The profibrotic effects of WNT5A depend on rapid coordinated cytoskeletal rearrangement.
Complex formation between ITGAV-containing integrin heterodimers and the TGF-β propeptide alone is not sufficient for latent TGF-β activation, but requires also tensile force to unfasten the straitjacket elements that surround TGF-β (54, 55). We hypothesized that WNT5A may also induce cytoskeletal reorganization to promote tensile force for latent TGF-β activation. Indeed, RNA-Seq demonstrated that multiple GO- and GSEA-gene sets related to cytoskeletal organization were regulated by WNT5A in dermal fibroblasts (Figure 2C and Supplemental Figure 2E). Moreover, IPA analysis suggested a WNT5A-dependent regulation of the actin cytoskeleton. Given the rapid increases in active TGF-β after WNT5A stimulation, the activation of TGF-β by WNT5A cannot be explained by enhanced contraction due to neoexpression of contractile proteins such as α-SMA during fibroblast-to-myofibroblast differentiation. To study early cytoskeletal changes, we performed live cell imaging in human dermal fibroblasts before and up to one hour after WNT5A stimulation. WNT5A promoted the accumulation of filamentous actin (F-actin) with simultaneous declines in Vimentin-filaments and microtubules at the contracting front of fibroblasts (Figure 6, A and B, Supplemental Figure 13, A and B, and Supplemental Video 1). Consistently with F-actin formation and degradation of Vimentin-filaments (Vimentin) and microtubules (Tubulin), WNT5A increased the ratios of F-actin to globular actin (G-actin), of soluble to insoluble Vimentin, and of short to long Tubulin (Supplemental Figure 14, A–F). WNT5A also induced colocalization of F-actin with ITGAV and P-PAXILLIN in human dermal fibroblasts, consistent with a WNT5A-induced, F-actin–mediated maturation of focal adhesions (Supplemental Figure 13C).

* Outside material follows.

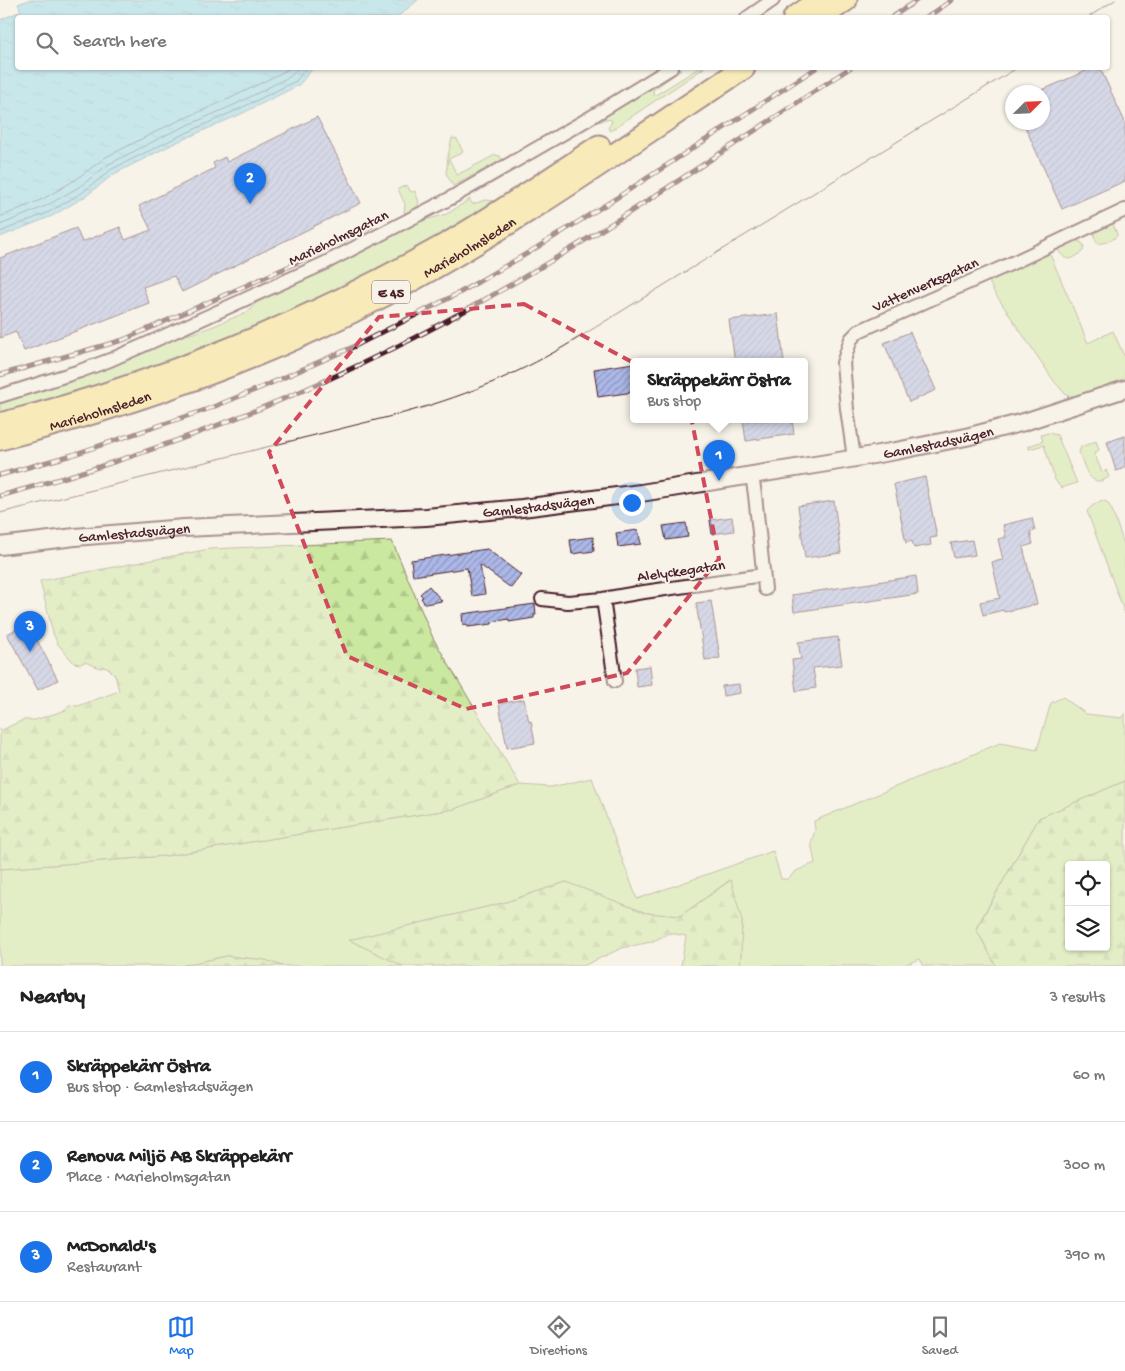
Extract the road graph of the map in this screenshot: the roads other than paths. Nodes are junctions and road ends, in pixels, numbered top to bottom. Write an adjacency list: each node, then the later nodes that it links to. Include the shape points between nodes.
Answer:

Figure 6. WNT5A induces coordinated cytoskeletal changes to promote activation of latent TGF-β.
(A) Representative images showing WNT5A-induced changes in F-actin, Vimentin filaments, and microtubules with (B) quantification of each cytoskeletal component in relation to its subcellular localization. (C) Violin plots showing the force required to rupture magnetic beads coupled with LAP-TGF-β1 peptides from dermal fibroblasts incubated with WNT5A with or without the actin inhibitor cytochalasin D (n ≥ 50 for each group). (D) Levels of active TGF-β in the supernatant of dermal fibroblast incubated with WNT5A in the presence or absence of cytochalasin D measured by TMLC assays (n = 6 for each group). (E) Representative Western blots showing the levels of P-SMAD3 in dermal fibroblasts stimulated with WNT5A and cytochalasin D (n = 3 for each group). The black thin vertical lines were drawn to separate noncontiguous lanes. (F) Volcano plot and (G) heatmap illustration of DEGs from RNA-Seq of WNT5A-stimulated human dermal fibroblasts treated with Cytochalasin D or with vehicle. (H) Deenrichment of GO biological processes related to fibroblast-to-myofibroblast transition and fibrosis (n = 3 for each group). (I) Representative Trichrome stainings, and (J) quantification of the dermal thickness, hydroxyproline content, myofibroblast counts, and active TGF-β in skin lysates from mice with WNT5A-induced skin fibrosis with or without ITGAV inhibitor (n = 5 for each group). Results are shown as median ± IQR with data representing individual data points. The statistical significance was determined by 1-way ANOVA with Tukey’s multiple comparison test. Adv, Adenovirus; Actin-i, Actin inhibitor.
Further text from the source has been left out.